Empat bulan menjelang pendaftaran calon presiden dan calon wakil presiden, belum tampak pergerakan yang signifikan untuk memunculkan kepastian formasi lengkap pasangan yang akan maju pada Pemilu Presiden 2019.
Joko Widodo belum memilih calon wakil yang akan mendampinginya. Prabowo Subianto juga belum pasti didukung oleh partai selain Gerindra. Sementara itu, pembentukan poros di luar Jokowi dan Prabowo juga belum menunjukkan tanda akan terwujud.
Bermain dengan waktu, tampaknya jadi strategi yang dilakukan saat ini, yang terutama dimainkan oleh tiga poros utama. Poros pertama adalah Jokowi dan koalisi partai pendukungnya, poros kedua adalah Prabowo dengan Partai Gerindra, dan poros ketiga adalah partai-partai yang ada di antara Jokowi dan Prabowo. Mereka adalah Partai Demokrat, PKB, PAN, dan PKS yang sejauh ini belum mendeklarasikan dukungannya.
Jokowi tampaknya cenderung menunggu perkembangan pencalonan di kubu lawannya. Dengan potensi keterpilihan 55,9 persen, menurut hasil survei Litbang Kompas terbaru, posisinya sangat dominan sebagai penentu koalisi, termasuk arah pembentukan poros lawannya.
Dalam kecamuk politik yang jalan di tempat ini, Jokowi diuntungkan karena menjadi fokus dari perhatian publik dan partai politik. Akibatnya, tak heran jika popularitasnya untuk dipilih kembali sebagai presiden kian menanjak. Apabila kondisi gamang di poros lawan tetap berlangsung, Jokowi akan semakin leluasa memilih calon wakilnya.
Belum terbentuknya koalisi di poros lawan juga menguntungkan PDI-P sebagai partai utama di koalisi pendukung Jokowi. Popularitas partai ini kian tinggi setelah mendeklarasikan pencalonan Jokowi. Selain didukung strong voter, partai yang dipimpin Megawati Soekarnoputri ini juga jadi ”pemondokan” sementara bagi sebagian pemilih ragu-ragu.
Cawapres
Hal yang berpotensi melemahkan Jokowi adalah figur calon wakil presiden (cawapres) pendampingnya. Kemunculan calon pendampingnya akan berdampak pada dua hal. Pertama, popularitas Jokowi sendiri. Jika memilih figur yang tepat, elektabilitasnya akan semakin naik atau minimal bertahan. Namun, jika memilih figur yang sebaliknya, bukan mustahil popularitasnya akan anjlok.

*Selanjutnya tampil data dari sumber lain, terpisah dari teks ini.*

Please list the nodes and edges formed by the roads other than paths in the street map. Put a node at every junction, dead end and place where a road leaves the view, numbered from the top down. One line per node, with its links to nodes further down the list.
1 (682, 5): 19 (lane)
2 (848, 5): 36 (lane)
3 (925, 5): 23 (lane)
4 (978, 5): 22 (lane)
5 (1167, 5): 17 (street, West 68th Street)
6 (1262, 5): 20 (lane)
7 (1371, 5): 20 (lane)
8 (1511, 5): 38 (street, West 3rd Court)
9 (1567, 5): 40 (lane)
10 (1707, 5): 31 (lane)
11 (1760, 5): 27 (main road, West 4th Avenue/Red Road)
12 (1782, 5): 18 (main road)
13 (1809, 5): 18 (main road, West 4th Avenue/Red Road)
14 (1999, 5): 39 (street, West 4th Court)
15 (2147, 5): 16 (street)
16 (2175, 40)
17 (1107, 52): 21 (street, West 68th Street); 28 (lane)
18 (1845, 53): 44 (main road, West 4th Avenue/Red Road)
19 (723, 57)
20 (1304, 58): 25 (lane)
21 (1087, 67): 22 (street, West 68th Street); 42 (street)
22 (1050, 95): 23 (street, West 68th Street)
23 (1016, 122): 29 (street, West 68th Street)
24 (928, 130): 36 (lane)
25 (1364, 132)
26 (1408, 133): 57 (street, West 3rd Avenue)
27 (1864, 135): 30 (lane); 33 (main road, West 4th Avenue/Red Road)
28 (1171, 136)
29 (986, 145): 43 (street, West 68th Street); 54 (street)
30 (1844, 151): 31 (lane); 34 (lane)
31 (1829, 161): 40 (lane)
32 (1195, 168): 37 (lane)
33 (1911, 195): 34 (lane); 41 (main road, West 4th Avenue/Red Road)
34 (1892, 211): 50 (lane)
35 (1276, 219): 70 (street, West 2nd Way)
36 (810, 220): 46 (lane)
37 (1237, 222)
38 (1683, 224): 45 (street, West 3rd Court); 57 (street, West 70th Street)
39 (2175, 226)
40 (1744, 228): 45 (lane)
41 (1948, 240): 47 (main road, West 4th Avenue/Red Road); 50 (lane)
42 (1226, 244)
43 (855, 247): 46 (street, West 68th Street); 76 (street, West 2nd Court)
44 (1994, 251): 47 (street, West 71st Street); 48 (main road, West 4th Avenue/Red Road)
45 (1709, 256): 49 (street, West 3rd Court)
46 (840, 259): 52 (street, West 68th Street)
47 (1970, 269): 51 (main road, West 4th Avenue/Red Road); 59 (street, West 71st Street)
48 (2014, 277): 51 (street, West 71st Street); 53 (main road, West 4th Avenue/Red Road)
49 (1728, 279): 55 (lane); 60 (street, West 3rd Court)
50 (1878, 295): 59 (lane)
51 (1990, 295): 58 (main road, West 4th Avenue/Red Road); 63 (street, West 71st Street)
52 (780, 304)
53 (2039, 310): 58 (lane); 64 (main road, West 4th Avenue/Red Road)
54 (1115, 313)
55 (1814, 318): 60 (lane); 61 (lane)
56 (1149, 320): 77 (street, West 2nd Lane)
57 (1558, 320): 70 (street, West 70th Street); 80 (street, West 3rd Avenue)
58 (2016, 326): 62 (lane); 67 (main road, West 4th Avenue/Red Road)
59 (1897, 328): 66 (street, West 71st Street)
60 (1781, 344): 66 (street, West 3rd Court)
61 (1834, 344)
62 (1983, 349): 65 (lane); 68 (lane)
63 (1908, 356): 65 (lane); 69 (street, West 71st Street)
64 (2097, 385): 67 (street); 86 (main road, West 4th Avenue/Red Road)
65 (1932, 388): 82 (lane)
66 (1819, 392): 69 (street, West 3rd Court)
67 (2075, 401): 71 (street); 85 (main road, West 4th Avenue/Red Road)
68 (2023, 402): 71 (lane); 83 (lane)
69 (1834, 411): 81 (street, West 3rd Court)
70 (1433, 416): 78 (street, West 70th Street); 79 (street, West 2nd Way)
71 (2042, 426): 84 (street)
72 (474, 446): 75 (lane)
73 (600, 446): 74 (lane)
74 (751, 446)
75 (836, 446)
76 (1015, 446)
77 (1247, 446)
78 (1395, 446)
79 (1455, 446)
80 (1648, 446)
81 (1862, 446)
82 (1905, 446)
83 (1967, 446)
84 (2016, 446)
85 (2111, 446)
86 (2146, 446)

Kedua, menjatuhkan pilihan terhadap sosok yang ditunjuk jadi cawapres akan berimplikasi terhadap partai anggota koalisinya ataupun partai yang belum menentukan arah koalisinya. Jika cawapres yang ditunjuk ternyata menuai kontroversi di koalisinya, bukan tidak mungkin berakibat pada melemahnya koalisi. Beberapa partai di luar koalisi yang saat ini sudah mengajukan kadernya untuk dipinang sebagai prasyarat koalisi akan segera bergerak menentukan arah dukungannya atau membentuk poros baru.
Sejauh ini, Demokrat sudah memiliki kader potensial sebagai posisi tawar, yaitu Agus Harimurti Yudhoyono. Partai Kebangkitan Bangsa menampilkan ketua umumnya, Muhaimin Iskandar, dan Partai Keadilan Sejahtera mengajukan sembilan nama tokoh untuk dipasangkan sebagai calon presiden atau calon wakil presiden.

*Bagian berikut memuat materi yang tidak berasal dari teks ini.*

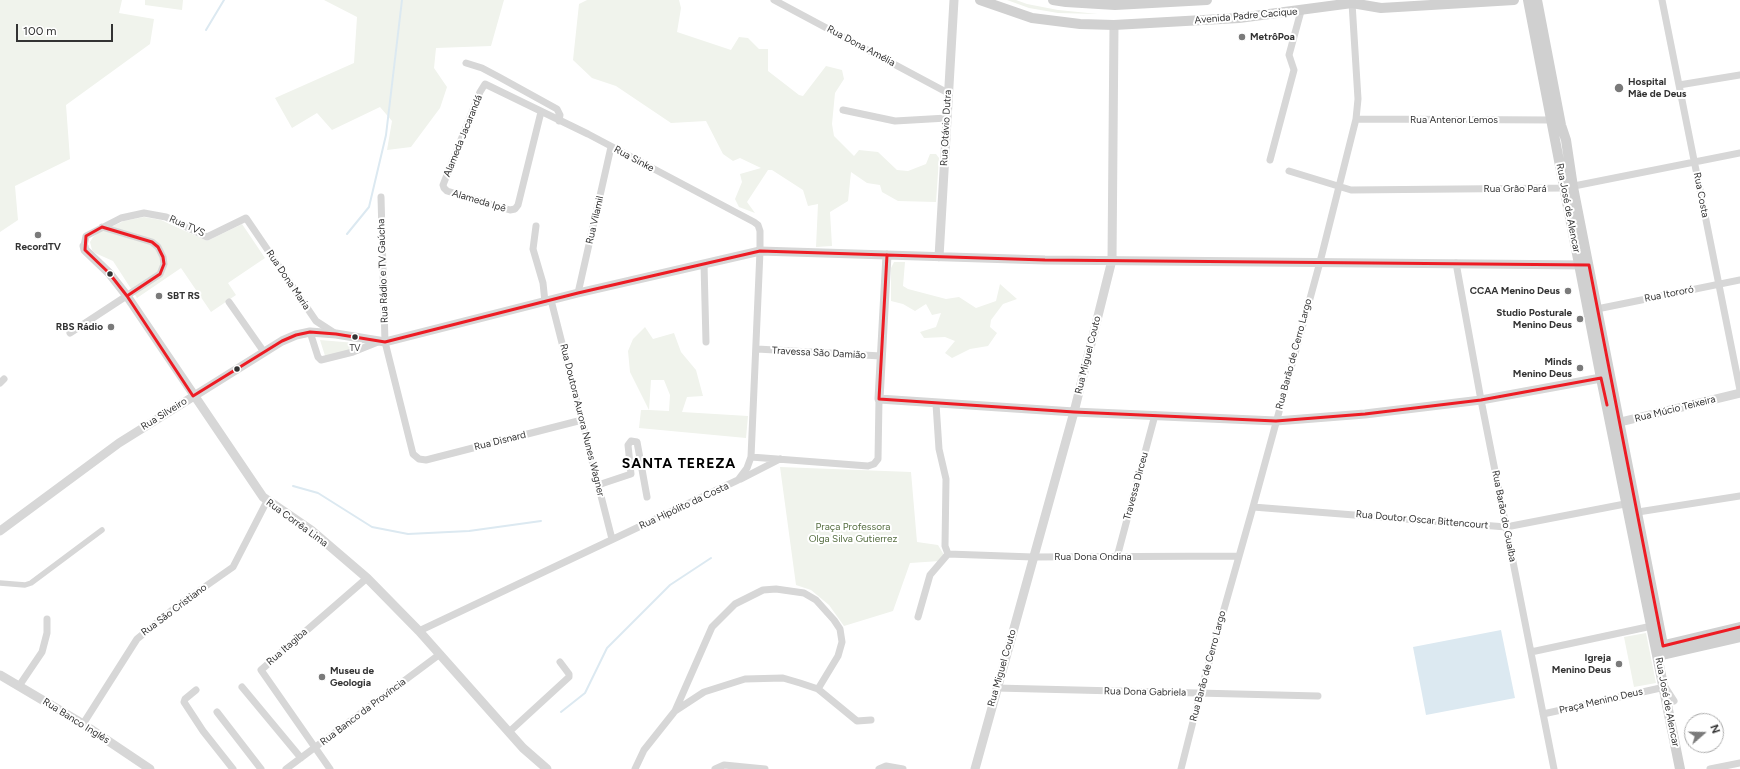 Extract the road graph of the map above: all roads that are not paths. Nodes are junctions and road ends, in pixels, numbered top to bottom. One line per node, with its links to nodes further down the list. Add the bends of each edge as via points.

Jokowi belum membuka siapa tokoh yang dipilih untuk mendampinginya meski beberapa kali ia menyatakan calon tersebut sudah ada di kantongnya. Ia cenderung mengambil langkah, laiknya diajarkan Dewa Perang Sun Tzu ataupun Antonio Gramsci, yaitu ”perang posisi”, menunggu munculnya komposisi pasangan pasti di pihak lawan. Setelah itu baru mengeluarkan nama tokoh dari kantongnya.
Survei Litbang Kompas terbaru pada 21 Maret-1 April 2018 ini merekam 1.200 pendapat responden nasional tentang elektabilitas capres, persoalan cawapres, dan pergerakan parpol jelang Pemilu 2019. Hasilnya dituangkan dalam tiga tulisan mulai hari ini di halaman 5.